Without this patch, openSUSE's glfw package would always differ in `/usr/share/geany/tags/glfw.c.tags` because inode numbers differ between builds (that happen in disposable VMs)
This was previously discussed in https://bugzilla.opensuse.org/show_bug.cgi?id=1049382 You can view, comment on, or merge this pull request online at:
https://github.com/geany/geany/pull/1989
-- Commit Summary --
* Make geany -g tags output reproducible
-- File Changes --
M src/tagmanager/tm_workspace.c (19)
-- Patch Links --
https://github.com/geany/geany/pull/1989.patch https://github.com/geany/geany/pull/1989.diff
codebrainz commented on this pull request.
@@ -477,7 +460,7 @@ static GList *lookup_includes(const gchar **includes, gint includes_count)
size_t idx_glob; #endif
- table = g_hash_table_new_full(tm_file_inode_hash, g_direct_equal, NULL, g_free); + table = g_hash_table_new_full(g_str_hash, g_direct_equal, NULL, g_free);
Should the 2nd parameter be `g_str_equal`, or is it meant to compare the address/pointer of the keys?
bmwiedemann commented on this pull request.

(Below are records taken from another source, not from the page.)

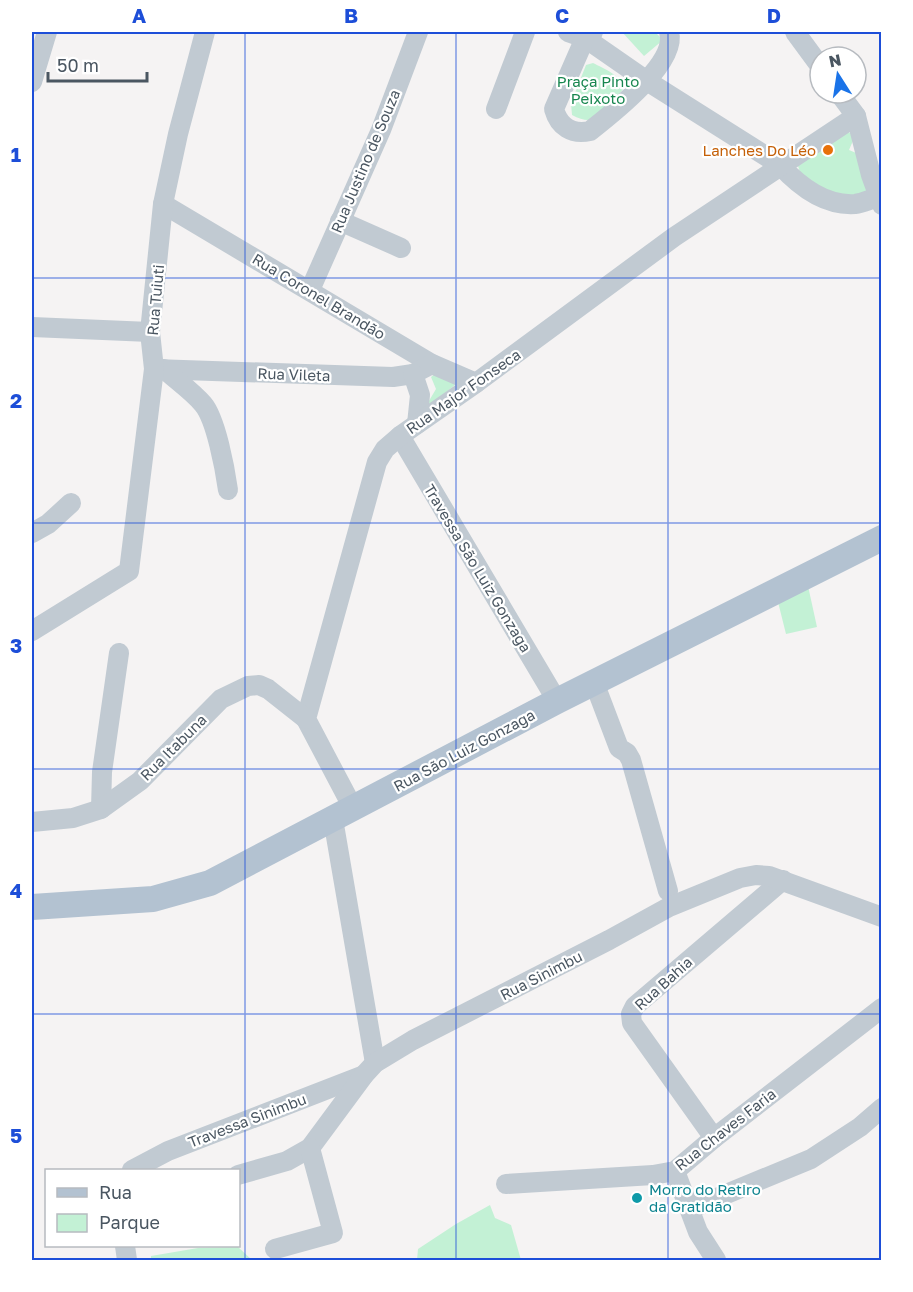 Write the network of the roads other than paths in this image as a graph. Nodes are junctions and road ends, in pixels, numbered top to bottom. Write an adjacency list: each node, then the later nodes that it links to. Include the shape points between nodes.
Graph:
1 (47, 32): 10 (street)
2 (205, 32): 16 (street, Rua Tuiuti)
3 (418, 32): 17 (street, Rua Justino de Souza, via 381,130)
4 (525, 32): 12 (street)
5 (669, 32): 9 (street, via 669,50)
6 (795, 32): 8 (street)
7 (582, 34): 9 (street); 9 (street, via 554,110 563,126 577,132 590,131)
8 (808, 50)
9 (647, 81): 14 (street)
10 (32, 82)
11 (848, 105): 13 (street)
12 (496, 108)
13 (856, 116): 14 (street, Rua Major Fonseca); 15 (street)
14 (780, 165): 15 (street, via 804,188 829,201); 25 (street, Rua Major Fonseca, via 674,237)
15 (880, 201)
16 (163, 204): 19 (street, Rua Coronel Brandão); 21 (street, Rua Tuiuti)
17 (340, 221): 18 (street); 19 (street, Rua Justino de Souza)
18 (401, 248)
19 (310, 290): 22 (street, Rua Coronel Brandão)
20 (32, 327): 21 (street)
21 (150, 332): 23 (street, Rua Tuiuti)
22 (432, 364): 24 (street, Rua Vileta); 25 (street, Rua Coronel Brandão)
23 (159, 369): 24 (street, Rua Vileta, via 393,377); 28 (street, via 208,411); 32 (street, Rua Tuiuti, via 129,571)
24 (413, 374): 26 (street, via 420,395)
25 (477, 383): 26 (street, Rua Major Fonseca)
26 (417, 424): 27 (street, Rua Major Fonseca)
27 (400, 436): 35 (street, Travessa São Luiz Gonzaga); 36 (street, Rua Major Fonseca, via 376,462)
28 (228, 490)
29 (70, 503): 30 (street)
30 (32, 533)
31 (882, 538): 34 (main road, Rua São Luiz Gonzaga)
32 (32, 631)
33 (119, 653): 37 (street, via 102,772)
34 (594, 682): 35 (main road, Rua São Luiz Gonzaga); 41 (street, via 619,748 631,760)
35 (557, 701): 38 (main road, Rua São Luiz Gonzaga)
36 (306, 719): 37 (street, Rua Itabuna, via 268,689 248,686 220,699 140,781); 38 (street)
37 (101, 809): 39 (street, Rua Itabuna, via 73,818)
38 (343, 814): 42 (main road, Rua São Luiz Gonzaga, via 210,883 153,899); 45 (street)
39 (32, 822)
40 (783, 880): 43 (street, Rua Sinimbu); 45 (street, Rua Sinimbu, via 756,875 740,878 669,907 413,1040); 47 (street, Rua Bahia, via 635,1006 631,1014 632,1023)
41 (668, 891)
42 (32, 907)
43 (882, 917)
44 (882, 1008): 47 (street, Rua Chaves Faria)
45 (369, 1069): 48 (street, Rua Sinimbu); 49 (street, Travessa Sinimbu, via 168,1151)
46 (882, 1108): 53 (street, via 811,1159)
47 (714, 1138): 50 (street, Rua Chaves Faria)
48 (310, 1148): 51 (street, Rua Sinimbu, via 287,1161); 54 (street, via 333,1233)
49 (134, 1169)
50 (675, 1171): 52 (street, Rua Chaves Faria); 53 (street)
51 (240, 1174)
52 (506, 1184)
53 (690, 1209): 55 (street, via 698,1232)
54 (275, 1250)
55 (716, 1260)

@@ -477,7 +460,7 @@ static GList *lookup_includes(const gchar **includes, gint includes_count)
size_t idx_glob; #endif
- table = g_hash_table_new_full(tm_file_inode_hash, g_direct_equal, NULL, g_free); + table = g_hash_table_new_full(g_str_hash, g_direct_equal, NULL, g_free);
It probably does not make much of a difference, so I updated it to `g_str_equal`
elextr commented on this pull request.
@@ -477,7 +460,7 @@ static GList *lookup_includes(const gchar **includes, gint includes_count)
size_t idx_glob; #endif
- table = g_hash_table_new_full(tm_file_inode_hash, g_direct_equal, NULL, g_free); + table = g_hash_table_new_full(g_str_hash, g_direct_equal, NULL, g_free);
It does in fact matter, the key is a newly copied string, and you need to compare the strings, not the pointers to the strings so `g_str_equal` is right.
You don't say what the actual problem is, but I presume your problem is that the order of tags changes because the order of files in the list `lookup_includes()` returns changes as the inode changes. If you want reproducible builds, instead of relying on application internals and globbing orders you should list the files explicitly instead of using globs.
This change will also fail to de-dup paths that are linked to the same file, but hopefully that will be rare.
If we can live with that, performance wise this should be better (stated without benchmarking of course :) because it no longer stats the filesystem to make a hash key.
@elextr we did list files explicitly in https://build.opensuse.org/package/view_file/openSUSE:Factory/glfw/glfw.spec line 88 (still missing a `| sort` in that version), but even then, the hashing influenced entries in the output.
the hashing influenced entries in the output.
Geany either:
1. if `-P` creates a temporary file full of `#include`s one for each file in the list and uses the C preprocessor to combine them, or
2. if no `-P` just copys the content of all the files in the list together into a temporary file and parses that.
Both of these do it in the hash table list order.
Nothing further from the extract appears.